> The problem: Would you reproduce the data below exactly, please, leaving out its images?

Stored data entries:
• • •
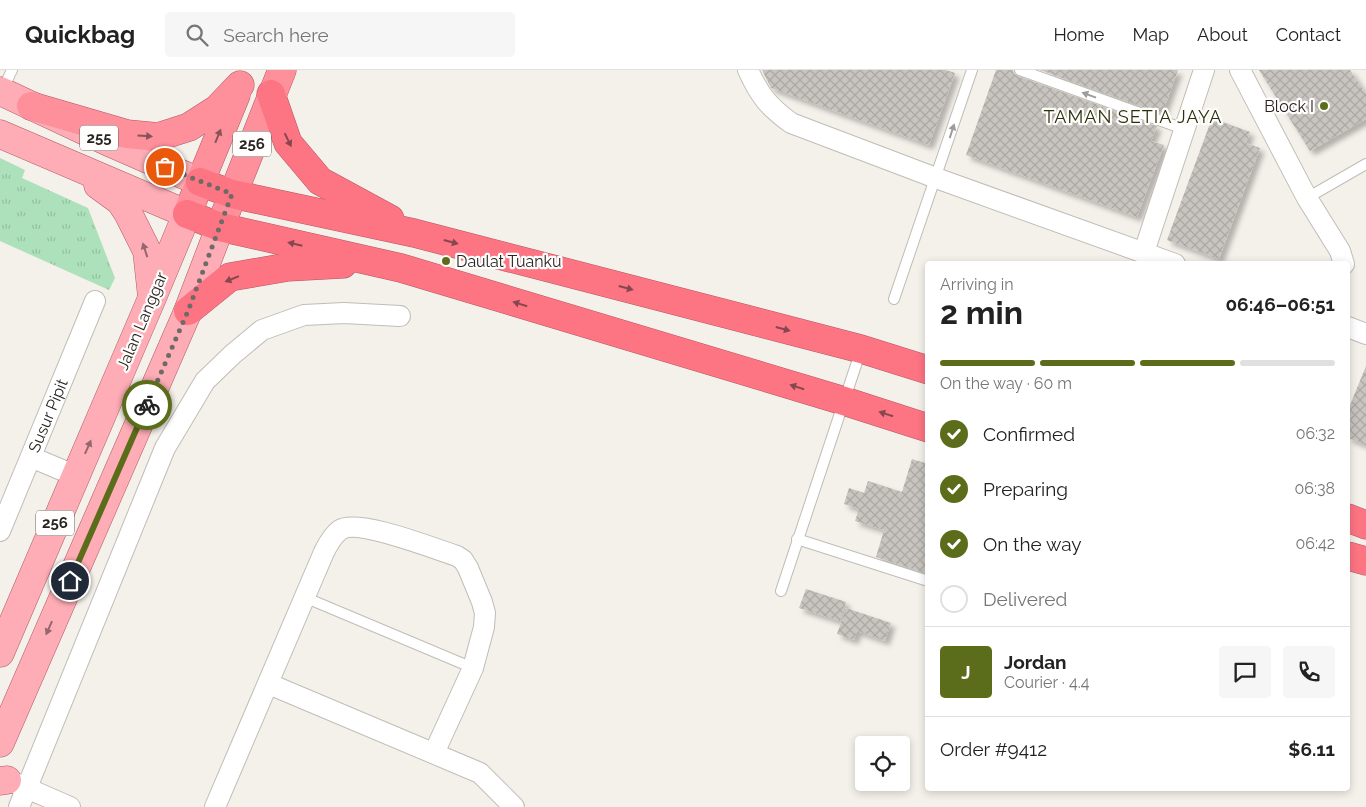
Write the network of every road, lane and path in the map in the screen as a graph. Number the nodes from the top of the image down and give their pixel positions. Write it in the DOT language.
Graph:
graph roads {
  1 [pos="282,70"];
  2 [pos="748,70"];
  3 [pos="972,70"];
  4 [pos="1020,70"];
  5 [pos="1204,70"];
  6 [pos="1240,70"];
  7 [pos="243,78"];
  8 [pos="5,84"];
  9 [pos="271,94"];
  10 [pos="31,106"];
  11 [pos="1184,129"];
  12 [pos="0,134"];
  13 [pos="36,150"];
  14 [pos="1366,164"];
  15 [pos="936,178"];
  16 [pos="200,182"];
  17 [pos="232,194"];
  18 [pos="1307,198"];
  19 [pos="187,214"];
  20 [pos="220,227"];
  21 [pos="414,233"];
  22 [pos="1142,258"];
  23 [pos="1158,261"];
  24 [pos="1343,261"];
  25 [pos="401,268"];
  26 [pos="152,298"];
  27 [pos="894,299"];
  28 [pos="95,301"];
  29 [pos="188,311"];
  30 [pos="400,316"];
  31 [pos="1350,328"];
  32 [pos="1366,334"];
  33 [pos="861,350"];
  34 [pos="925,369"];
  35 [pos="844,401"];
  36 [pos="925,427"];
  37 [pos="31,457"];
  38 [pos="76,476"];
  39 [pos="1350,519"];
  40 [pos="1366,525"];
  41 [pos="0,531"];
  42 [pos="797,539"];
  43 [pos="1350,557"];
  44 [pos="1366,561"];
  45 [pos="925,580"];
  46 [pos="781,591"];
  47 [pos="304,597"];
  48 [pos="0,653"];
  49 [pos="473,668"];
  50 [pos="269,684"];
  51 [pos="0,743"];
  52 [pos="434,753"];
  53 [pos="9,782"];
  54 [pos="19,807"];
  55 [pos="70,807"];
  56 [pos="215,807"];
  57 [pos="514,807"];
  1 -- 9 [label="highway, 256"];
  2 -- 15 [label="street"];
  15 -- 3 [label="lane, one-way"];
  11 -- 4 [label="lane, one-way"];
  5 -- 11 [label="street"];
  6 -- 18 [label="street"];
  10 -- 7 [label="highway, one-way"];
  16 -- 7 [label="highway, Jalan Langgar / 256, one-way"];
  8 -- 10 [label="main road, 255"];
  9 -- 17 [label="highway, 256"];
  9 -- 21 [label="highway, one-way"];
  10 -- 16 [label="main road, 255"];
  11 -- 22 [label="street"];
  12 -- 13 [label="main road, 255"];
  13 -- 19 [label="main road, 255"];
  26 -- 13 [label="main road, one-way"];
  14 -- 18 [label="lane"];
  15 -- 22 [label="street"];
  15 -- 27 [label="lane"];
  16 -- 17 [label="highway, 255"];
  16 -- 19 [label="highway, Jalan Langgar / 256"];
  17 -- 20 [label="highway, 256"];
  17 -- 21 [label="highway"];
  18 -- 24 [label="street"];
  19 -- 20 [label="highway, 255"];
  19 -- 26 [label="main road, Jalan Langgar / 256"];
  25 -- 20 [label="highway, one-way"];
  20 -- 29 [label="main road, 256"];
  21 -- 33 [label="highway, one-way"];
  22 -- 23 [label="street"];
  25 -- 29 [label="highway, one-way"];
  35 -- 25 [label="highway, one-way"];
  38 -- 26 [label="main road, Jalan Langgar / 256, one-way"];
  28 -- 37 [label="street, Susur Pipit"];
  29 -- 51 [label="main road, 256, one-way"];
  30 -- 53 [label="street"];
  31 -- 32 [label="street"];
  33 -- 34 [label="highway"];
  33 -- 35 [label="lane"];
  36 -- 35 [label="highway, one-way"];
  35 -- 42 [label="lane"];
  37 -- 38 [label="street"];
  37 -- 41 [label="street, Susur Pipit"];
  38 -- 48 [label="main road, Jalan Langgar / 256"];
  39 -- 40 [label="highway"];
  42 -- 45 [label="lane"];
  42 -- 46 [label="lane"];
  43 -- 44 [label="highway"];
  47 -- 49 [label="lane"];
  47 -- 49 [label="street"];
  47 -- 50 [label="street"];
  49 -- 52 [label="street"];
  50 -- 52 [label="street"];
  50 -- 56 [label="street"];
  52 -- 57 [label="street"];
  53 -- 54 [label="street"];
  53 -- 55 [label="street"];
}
• • •
> Answer to the problem:
Write the network of every road, lane and path in the map in the screen as a graph. Number the nodes from the top of the image down and give their pixel positions. Write it in the DOT language.
Graph:
graph roads {
  1 [pos="282,70"];
  2 [pos="748,70"];
  3 [pos="972,70"];
  4 [pos="1020,70"];
  5 [pos="1204,70"];
  6 [pos="1240,70"];
  7 [pos="243,78"];
  8 [pos="5,84"];
  9 [pos="271,94"];
  10 [pos="31,106"];
  11 [pos="1184,129"];
  12 [pos="0,134"];
  13 [pos="36,150"];
  14 [pos="1366,164"];
  15 [pos="936,178"];
  16 [pos="200,182"];
  17 [pos="232,194"];
  18 [pos="1307,198"];
  19 [pos="187,214"];
  20 [pos="220,227"];
  21 [pos="414,233"];
  22 [pos="1142,258"];
  23 [pos="1158,261"];
  24 [pos="1343,261"];
  25 [pos="401,268"];
  26 [pos="152,298"];
  27 [pos="894,299"];
  28 [pos="95,301"];
  29 [pos="188,311"];
  30 [pos="400,316"];
  31 [pos="1350,328"];
  32 [pos="1366,334"];
  33 [pos="861,350"];
  34 [pos="925,369"];
  35 [pos="844,401"];
  36 [pos="925,427"];
  37 [pos="31,457"];
  38 [pos="76,476"];
  39 [pos="1350,519"];
  40 [pos="1366,525"];
  41 [pos="0,531"];
  42 [pos="797,539"];
  43 [pos="1350,557"];
  44 [pos="1366,561"];
  45 [pos="925,580"];
  46 [pos="781,591"];
  47 [pos="304,597"];
  48 [pos="0,653"];
  49 [pos="473,668"];
  50 [pos="269,684"];
  51 [pos="0,743"];
  52 [pos="434,753"];
  53 [pos="9,782"];
  54 [pos="19,807"];
  55 [pos="70,807"];
  56 [pos="215,807"];
  57 [pos="514,807"];
  1 -- 9 [label="highway, 256"];
  2 -- 15 [label="street"];
  15 -- 3 [label="lane, one-way"];
  11 -- 4 [label="lane, one-way"];
  5 -- 11 [label="street"];
  6 -- 18 [label="street"];
  10 -- 7 [label="highway, one-way"];
  16 -- 7 [label="highway, Jalan Langgar / 256, one-way"];
  8 -- 10 [label="main road, 255"];
  9 -- 17 [label="highway, 256"];
  9 -- 21 [label="highway, one-way"];
  10 -- 16 [label="main road, 255"];
  11 -- 22 [label="street"];
  12 -- 13 [label="main road, 255"];
  13 -- 19 [label="main road, 255"];
  26 -- 13 [label="main road, one-way"];
  14 -- 18 [label="lane"];
  15 -- 22 [label="street"];
  15 -- 27 [label="lane"];
  16 -- 17 [label="highway, 255"];
  16 -- 19 [label="highway, Jalan Langgar / 256"];
  17 -- 20 [label="highway, 256"];
  17 -- 21 [label="highway"];
  18 -- 24 [label="street"];
  19 -- 20 [label="highway, 255"];
  19 -- 26 [label="main road, Jalan Langgar / 256"];
  25 -- 20 [label="highway, one-way"];
  20 -- 29 [label="main road, 256"];
  21 -- 33 [label="highway, one-way"];
  22 -- 23 [label="street"];
  25 -- 29 [label="highway, one-way"];
  35 -- 25 [label="highway, one-way"];
  38 -- 26 [label="main road, Jalan Langgar / 256, one-way"];
  28 -- 37 [label="street, Susur Pipit"];
  29 -- 51 [label="main road, 256, one-way"];
  30 -- 53 [label="street"];
  31 -- 32 [label="street"];
  33 -- 34 [label="highway"];
  33 -- 35 [label="lane"];
  36 -- 35 [label="highway, one-way"];
  35 -- 42 [label="lane"];
  37 -- 38 [label="street"];
  37 -- 41 [label="street, Susur Pipit"];
  38 -- 48 [label="main road, Jalan Langgar / 256"];
  39 -- 40 [label="highway"];
  42 -- 45 [label="lane"];
  42 -- 46 [label="lane"];
  43 -- 44 [label="highway"];
  47 -- 49 [label="lane"];
  47 -- 49 [label="street"];
  47 -- 50 [label="street"];
  49 -- 52 [label="street"];
  50 -- 52 [label="street"];
  50 -- 56 [label="street"];
  52 -- 57 [label="street"];
  53 -- 54 [label="street"];
  53 -- 55 [label="street"];
}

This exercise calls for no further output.